When Sony gave players a first look at the PS5 hardware back in 2020, it did so with a trailer that showed off every curve and texture of the new console. The camera swooped along the faceplates and vents, showing every dimple and divot in the hardware’s surface. It was less ‘here’s what our console can do’ and more ‘here’s how our console looks’. But before it even got to the gawking, it spent an inordinate amount of time showing us black, undulating, CGI orbs. They eventually coalesced to form the dark, vase-like outline of the PS5’s interior.

That aesthetics-driven presentation is a far cry from Nintendo’s initial video pitch for the Switch, which was squarely focused on function.

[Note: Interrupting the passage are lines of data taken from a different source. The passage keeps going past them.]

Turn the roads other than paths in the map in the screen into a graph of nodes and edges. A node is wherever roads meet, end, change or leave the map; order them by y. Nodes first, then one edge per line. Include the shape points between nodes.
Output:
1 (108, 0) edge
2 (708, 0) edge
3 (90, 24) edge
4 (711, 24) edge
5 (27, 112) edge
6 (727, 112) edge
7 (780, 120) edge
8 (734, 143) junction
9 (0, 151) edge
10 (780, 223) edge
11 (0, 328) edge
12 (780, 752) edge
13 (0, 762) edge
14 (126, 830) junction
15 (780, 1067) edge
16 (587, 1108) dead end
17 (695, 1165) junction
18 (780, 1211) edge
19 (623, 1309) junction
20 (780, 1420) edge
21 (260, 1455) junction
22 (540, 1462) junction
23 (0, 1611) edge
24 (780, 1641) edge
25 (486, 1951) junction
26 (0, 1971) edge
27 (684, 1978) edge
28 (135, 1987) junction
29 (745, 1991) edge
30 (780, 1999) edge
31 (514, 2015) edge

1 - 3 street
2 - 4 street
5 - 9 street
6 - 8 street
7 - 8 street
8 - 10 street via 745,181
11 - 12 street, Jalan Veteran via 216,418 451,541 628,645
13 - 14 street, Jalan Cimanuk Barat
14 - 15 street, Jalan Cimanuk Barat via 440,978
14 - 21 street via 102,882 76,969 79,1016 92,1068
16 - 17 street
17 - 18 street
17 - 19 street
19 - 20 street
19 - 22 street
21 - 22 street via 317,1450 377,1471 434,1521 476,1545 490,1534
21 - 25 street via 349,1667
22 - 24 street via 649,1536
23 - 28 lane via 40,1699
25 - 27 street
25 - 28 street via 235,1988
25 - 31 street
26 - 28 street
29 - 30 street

There’s a guy playing on his TV with the Joy-Cons placed in the controller frame. When his dog needs some exercise, he slips the Joy-Cons back into the Switch, and takes it on the go. Having established the Switch’s two main modes of play — as a home console and a handheld — it then showed all the different way you could play the Switch.

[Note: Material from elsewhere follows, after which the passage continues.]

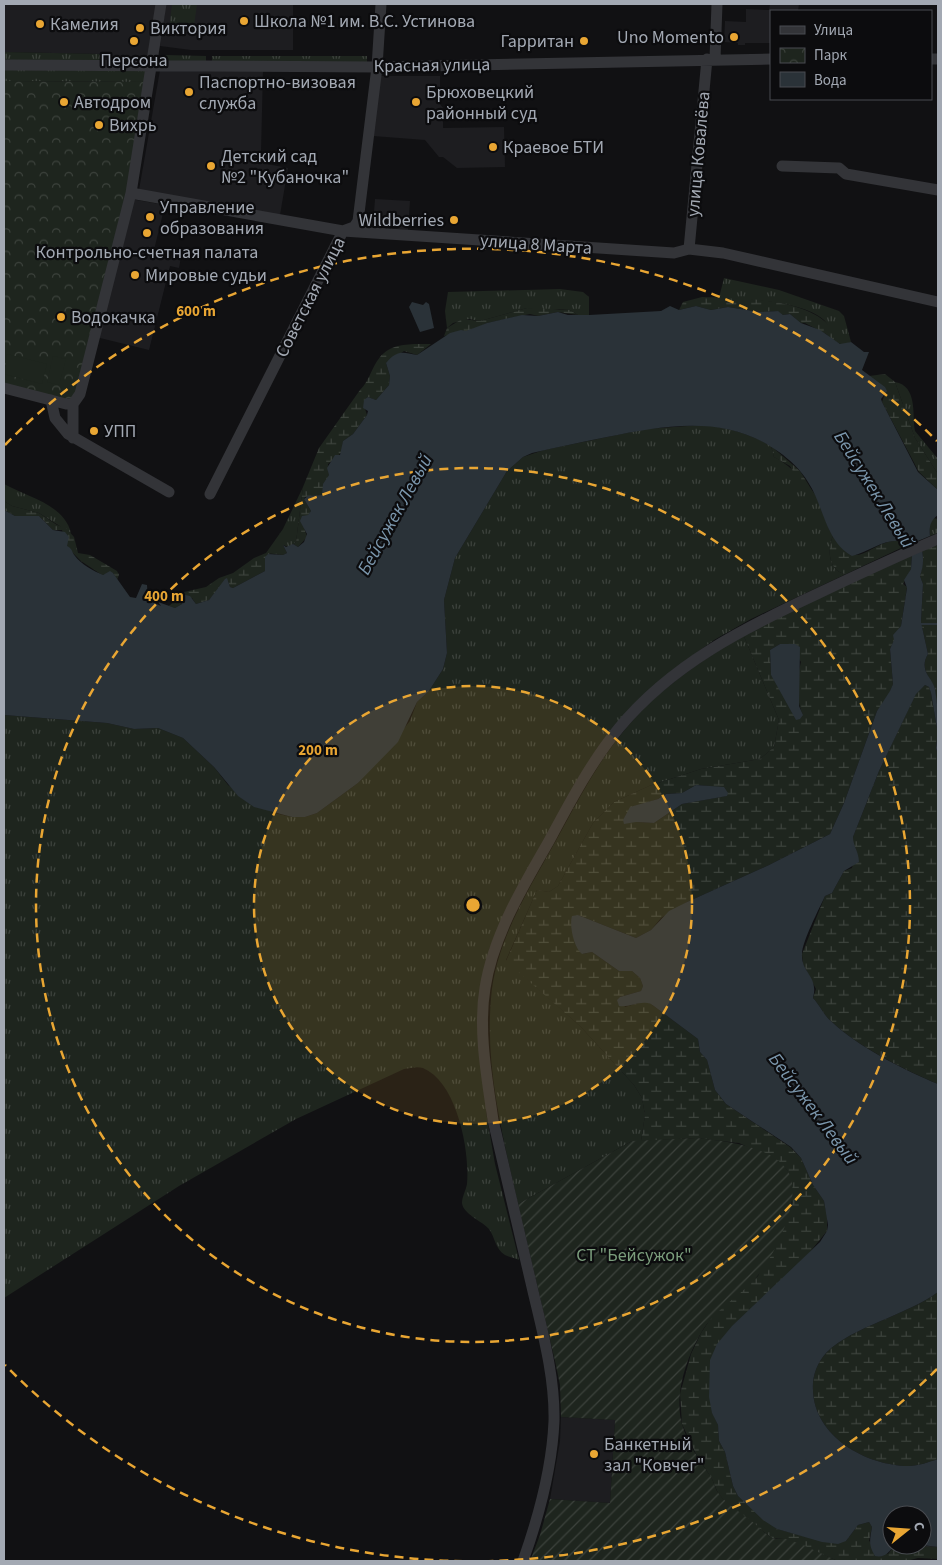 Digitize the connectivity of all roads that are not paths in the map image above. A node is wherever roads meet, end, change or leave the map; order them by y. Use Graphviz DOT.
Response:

From Function Over Form To Form Over Function

You could play with the Joy-Cons detached, using the Switch’s built-in kickstand. You could turn the Joy-Cons sideways and use them as individual controllers. You could put two Switches back to back and play a multiplayer game with a bunch of friends on your apartment’s roof. You could use a Pro Controller whether it was docked or in handheld.

Joycons Disconnected First Look Nintendo Switch

That video became iconic — I still hear references to the bit about playing with friends on the roof — because it provided such a clear, compelling vision of how the Switch could fit into your life. And it did so with lots of gameplay from games that would hit the Switch soon after launch, like Super Mario Odyssey, NBA 2K18, Splatoon 2, and of course, Breath of the Wild.

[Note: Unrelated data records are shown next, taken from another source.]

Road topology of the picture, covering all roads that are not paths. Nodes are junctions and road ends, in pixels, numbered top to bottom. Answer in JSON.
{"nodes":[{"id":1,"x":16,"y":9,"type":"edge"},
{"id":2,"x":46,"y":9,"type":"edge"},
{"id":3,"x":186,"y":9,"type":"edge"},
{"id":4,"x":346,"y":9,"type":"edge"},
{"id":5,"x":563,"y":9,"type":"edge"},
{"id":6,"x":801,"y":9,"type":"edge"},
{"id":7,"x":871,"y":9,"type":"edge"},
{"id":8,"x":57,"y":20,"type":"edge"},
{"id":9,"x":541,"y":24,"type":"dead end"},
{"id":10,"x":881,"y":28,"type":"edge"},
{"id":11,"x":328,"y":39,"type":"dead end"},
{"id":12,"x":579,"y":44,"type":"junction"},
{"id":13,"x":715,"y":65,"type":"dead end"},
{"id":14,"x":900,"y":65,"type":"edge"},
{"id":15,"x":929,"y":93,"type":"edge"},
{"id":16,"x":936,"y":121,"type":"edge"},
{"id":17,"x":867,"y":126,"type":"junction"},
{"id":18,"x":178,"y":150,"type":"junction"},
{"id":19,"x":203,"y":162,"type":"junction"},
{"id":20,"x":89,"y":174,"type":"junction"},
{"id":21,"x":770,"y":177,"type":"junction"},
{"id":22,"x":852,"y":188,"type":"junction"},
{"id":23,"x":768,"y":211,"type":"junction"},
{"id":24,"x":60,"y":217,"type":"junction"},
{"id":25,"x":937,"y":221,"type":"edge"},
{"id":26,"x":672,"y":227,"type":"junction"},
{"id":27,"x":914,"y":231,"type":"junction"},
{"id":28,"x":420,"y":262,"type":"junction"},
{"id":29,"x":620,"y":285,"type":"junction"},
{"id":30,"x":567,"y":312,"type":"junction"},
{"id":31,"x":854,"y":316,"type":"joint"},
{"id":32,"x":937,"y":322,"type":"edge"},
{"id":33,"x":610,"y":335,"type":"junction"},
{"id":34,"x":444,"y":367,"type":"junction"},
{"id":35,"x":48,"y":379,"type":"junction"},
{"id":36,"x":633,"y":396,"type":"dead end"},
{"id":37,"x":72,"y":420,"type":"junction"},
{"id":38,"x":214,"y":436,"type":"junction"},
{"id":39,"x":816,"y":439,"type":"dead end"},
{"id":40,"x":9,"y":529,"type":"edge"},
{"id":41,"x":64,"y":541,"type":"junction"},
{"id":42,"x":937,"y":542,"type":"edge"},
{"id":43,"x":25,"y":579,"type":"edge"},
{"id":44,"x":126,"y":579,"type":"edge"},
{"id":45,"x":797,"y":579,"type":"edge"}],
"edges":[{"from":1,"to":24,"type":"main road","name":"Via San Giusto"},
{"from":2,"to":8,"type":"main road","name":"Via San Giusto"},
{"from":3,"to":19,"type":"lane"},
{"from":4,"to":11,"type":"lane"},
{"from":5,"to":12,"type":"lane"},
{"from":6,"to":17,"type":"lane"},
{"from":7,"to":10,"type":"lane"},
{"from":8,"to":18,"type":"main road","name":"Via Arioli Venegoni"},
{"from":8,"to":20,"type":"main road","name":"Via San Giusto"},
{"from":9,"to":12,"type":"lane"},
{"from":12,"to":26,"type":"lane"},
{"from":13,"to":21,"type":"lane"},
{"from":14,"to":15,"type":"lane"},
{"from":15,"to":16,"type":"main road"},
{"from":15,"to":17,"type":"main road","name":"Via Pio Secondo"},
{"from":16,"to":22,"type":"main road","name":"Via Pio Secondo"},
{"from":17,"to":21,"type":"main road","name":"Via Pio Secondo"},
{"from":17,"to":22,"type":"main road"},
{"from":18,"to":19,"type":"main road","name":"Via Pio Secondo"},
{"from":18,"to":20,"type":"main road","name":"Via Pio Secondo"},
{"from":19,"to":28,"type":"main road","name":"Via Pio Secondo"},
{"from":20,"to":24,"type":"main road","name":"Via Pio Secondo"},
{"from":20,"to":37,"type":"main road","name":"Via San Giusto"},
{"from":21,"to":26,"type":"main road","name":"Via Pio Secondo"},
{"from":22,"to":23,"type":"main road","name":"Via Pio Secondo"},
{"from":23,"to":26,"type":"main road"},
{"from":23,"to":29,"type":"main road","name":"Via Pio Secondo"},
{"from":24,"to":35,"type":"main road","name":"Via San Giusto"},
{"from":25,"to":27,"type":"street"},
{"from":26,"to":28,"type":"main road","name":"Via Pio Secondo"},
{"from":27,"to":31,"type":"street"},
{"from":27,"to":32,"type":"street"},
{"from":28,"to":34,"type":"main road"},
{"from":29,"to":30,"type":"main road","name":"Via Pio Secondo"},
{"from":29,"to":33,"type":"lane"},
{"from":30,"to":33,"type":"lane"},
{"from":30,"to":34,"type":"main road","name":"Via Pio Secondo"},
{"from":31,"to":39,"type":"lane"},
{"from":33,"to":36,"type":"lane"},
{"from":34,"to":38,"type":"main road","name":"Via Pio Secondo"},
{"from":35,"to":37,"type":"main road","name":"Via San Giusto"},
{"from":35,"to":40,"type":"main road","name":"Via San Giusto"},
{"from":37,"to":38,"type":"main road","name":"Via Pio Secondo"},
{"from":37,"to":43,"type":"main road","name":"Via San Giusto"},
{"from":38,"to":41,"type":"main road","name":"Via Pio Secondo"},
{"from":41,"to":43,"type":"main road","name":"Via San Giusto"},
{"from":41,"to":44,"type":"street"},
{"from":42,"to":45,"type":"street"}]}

Nintendo’s Switch 2 video — like that PS5 first look — doesn’t really do that. Like the PS5 reveal, it combines live-action shots of the console with a heaping helping of CGI. Instead of showing off all the cool ways you can play, it uses shiny CG to show the new features being added to the old Switch, transforming the console’s kickstand, the Joy-Con rail, and the charge port among other bits.

It doesn’t show how you’ll play with it in different ways because it can’t. The Switch 2 is an incremental upgrade and is being sold as one. The original Switch captured your imagination, and that isn’t a trick you can repeat again with similar hardware. This problem isn’t unique to Nintendo — Sony and Microsoft have always had to sell their consoles on the basis of graphical and performance upgrades — but it is strange to see Nintendo in a position where it is borrowing from the competition, rather than blazing its own path.